The IRS position is incredible. It says letters from politicians asking that someone be audited are confidential tax-return information. But then it makes sure that such requests track through the case files. It is hard for us to understand why the officer looking into whether the Heritage Foundation should be audited would need to see that Congressman Skaggs wanted just such an audit. Republicans, to be sure, also have played this game, but we don't know yet know the degree because the IRS refuses to release the information. What we know is that there are a raft of conservative outfits complaining about audits and no corresponding complaints from liberal ones.

Indeed, at this stage we don't know whether forwarding possible targets on to the IRS is just another thing Congressmen do, or whether there was a campaign among outfits to get constituents to write letters to their Congressmen suggesting audits of their political enemies, which would then be forwarded on (thus providing the Congressmen with cover). We don't even know the nature of those hundreds of communications between Congress and the IRS and the White House and the IRS that have not been released. In short, not least of the scandals here is that going on three years after Landmark first filed its FOIA request, we have yet to move out of the discovery phase. It is hard to reconcile this stonewalling on the part of the IRS and its attorneys at the Justice Department with Janet Reno's May 1997 memo to all agency heads about the imperative for "following the spirit as well as the letter of the [Freedom of Information] Act, and applying a presumption of disclosure."

Specifically, there remain three unresolved issues that would reveal much about what was going on at the IRS.

- Landmark wants to ask an IRS official about 114 relevant case files, which have inexplicably gone missing. The Justice Department is dead set against it, and has asked the judge to say no.

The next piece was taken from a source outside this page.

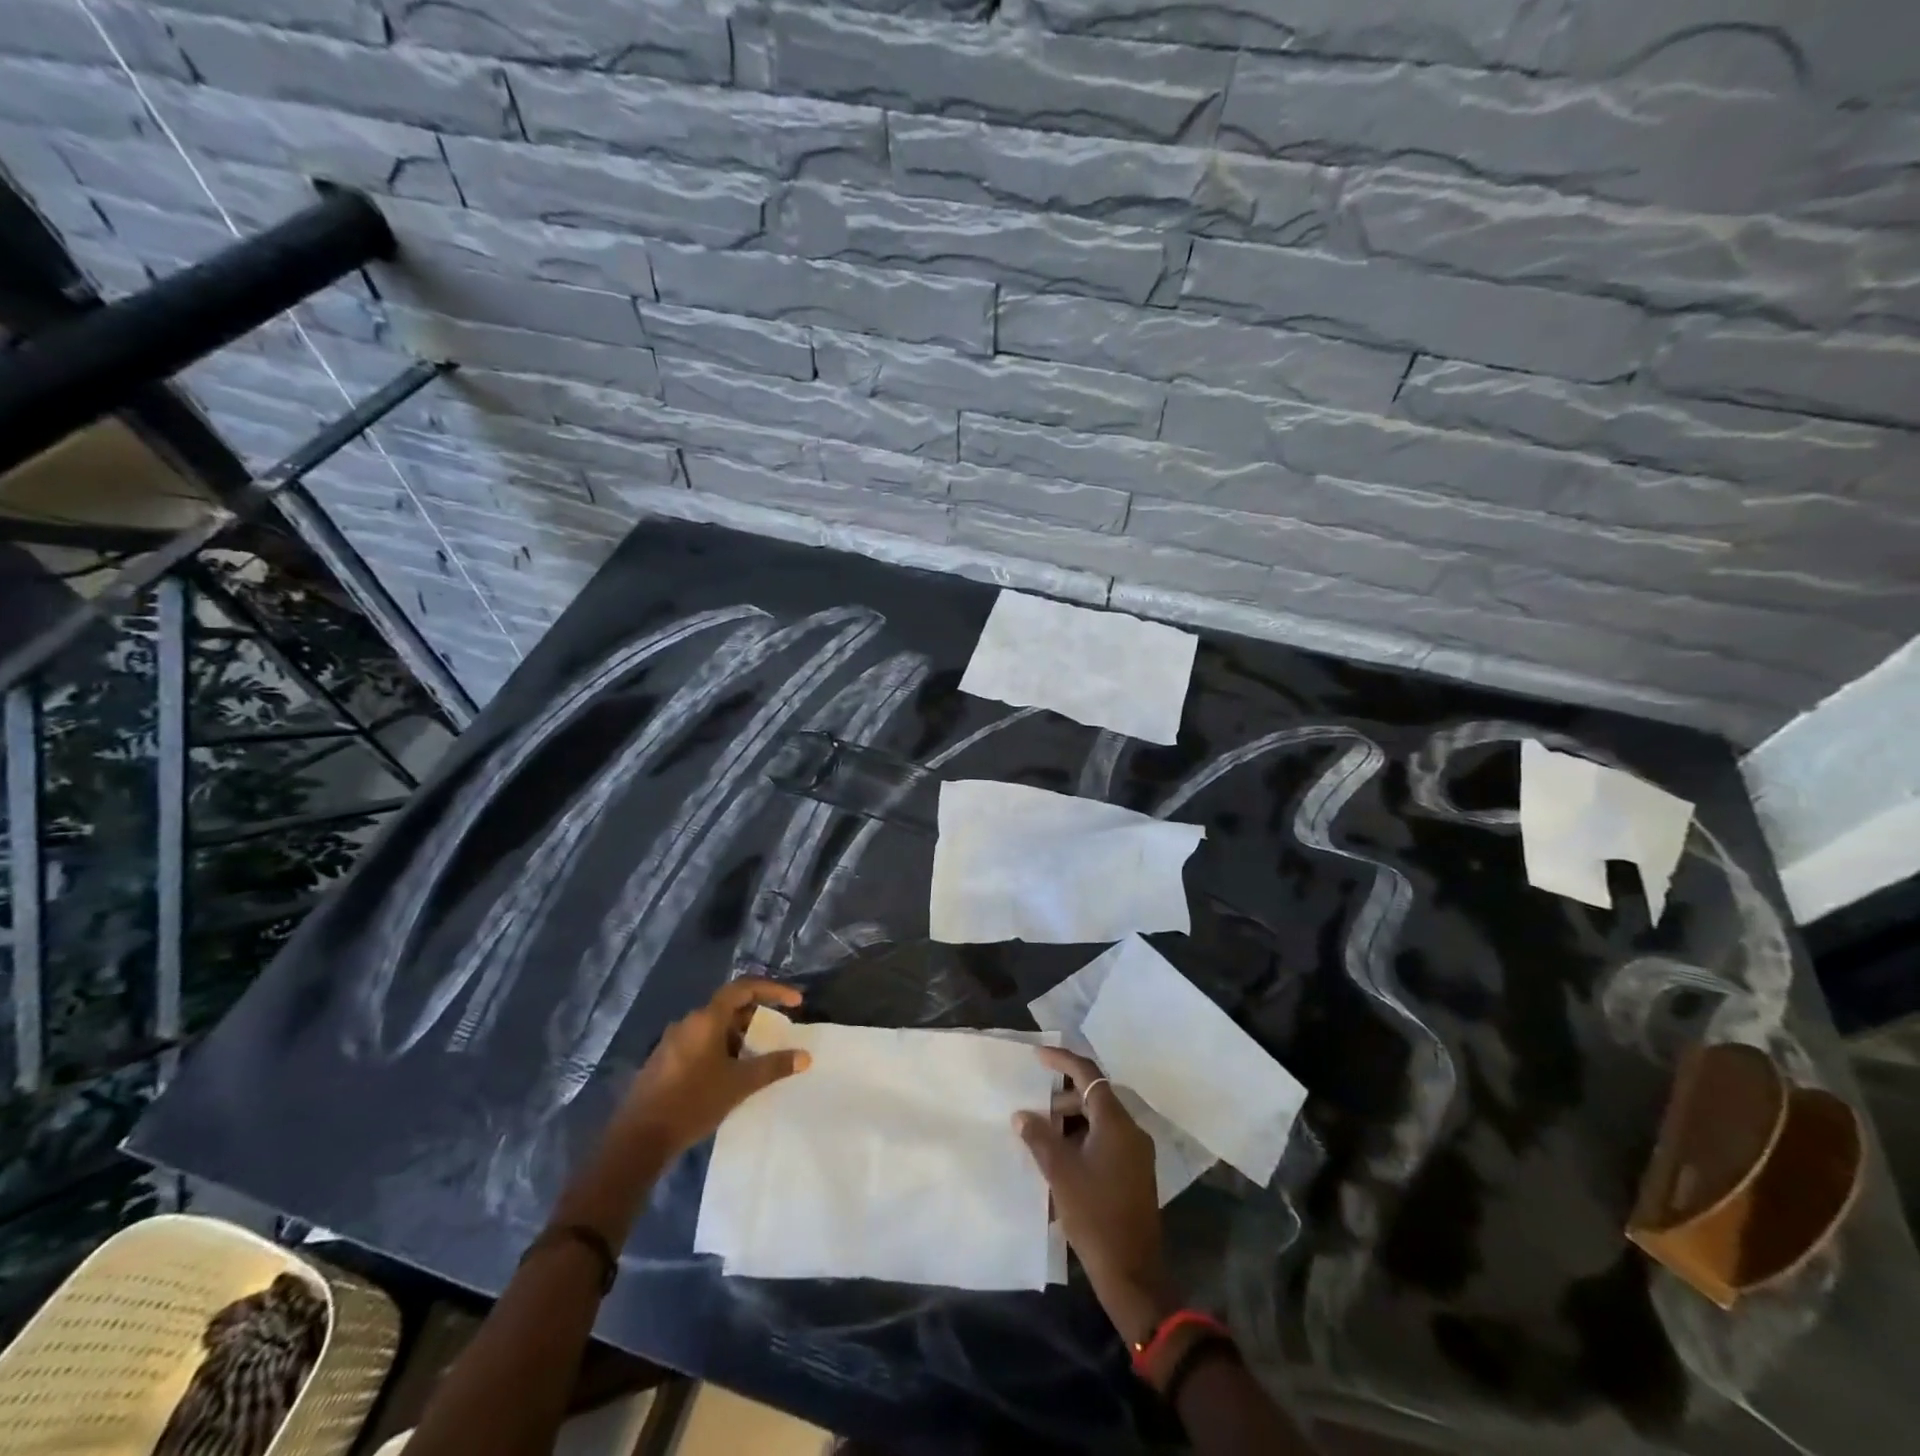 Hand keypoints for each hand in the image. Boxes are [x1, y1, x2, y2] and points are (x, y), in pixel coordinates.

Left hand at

- Landmark wants to ask the IRS official who handled the FOIA request for "any" information about third party audit requests why he did not include the Commissioner's files in his search. The Justice Department again says they can't have it.

- Finally, Landmark has asked for a key tape recording of a San Francisco meeting in which IRS official Terry Hallihan is alleged to have talked about the shredding of files and ways to conceal the fact that audit requests came from a Congressman. At first the IRS denied the tape existed; now it says that it was the personal tape of an employee, which anyway has been recorded over with music and another meeting. Justice is asking the judge to say Landmark can't have this, either.

Those who remember Watergate know that Richard Nixon complained bitterly about his enemies, and many times told aides to have these people audited. How many times during the Clinton impeachment hearings did the likes of Richard Ben Veniste, Marty Meehan, Liz Holtzman and Lawrence Tribe tell us that sex was nothing compared with the scandal of politicizing the IRS? As Congress rightly appreciated in 1974, this constituted a grave abuse of power and a direct assault on the First Amendment. Less well known is that a Congressional investigation determined that the IRS largely resisted Nixon's attempts to politicize it--much to Nixon's evident frustration.

Unlike Nixon's foes, however, it is a matter of record that many of Clinton's enemies were audited. And that politicians were instigating such audits. If the First Amendment means anything, surely it means that an American has a right to agitate for his views without having it result in the IRS looking over his books. What it is that Janet Reno and Justice so desperately do not want us to see?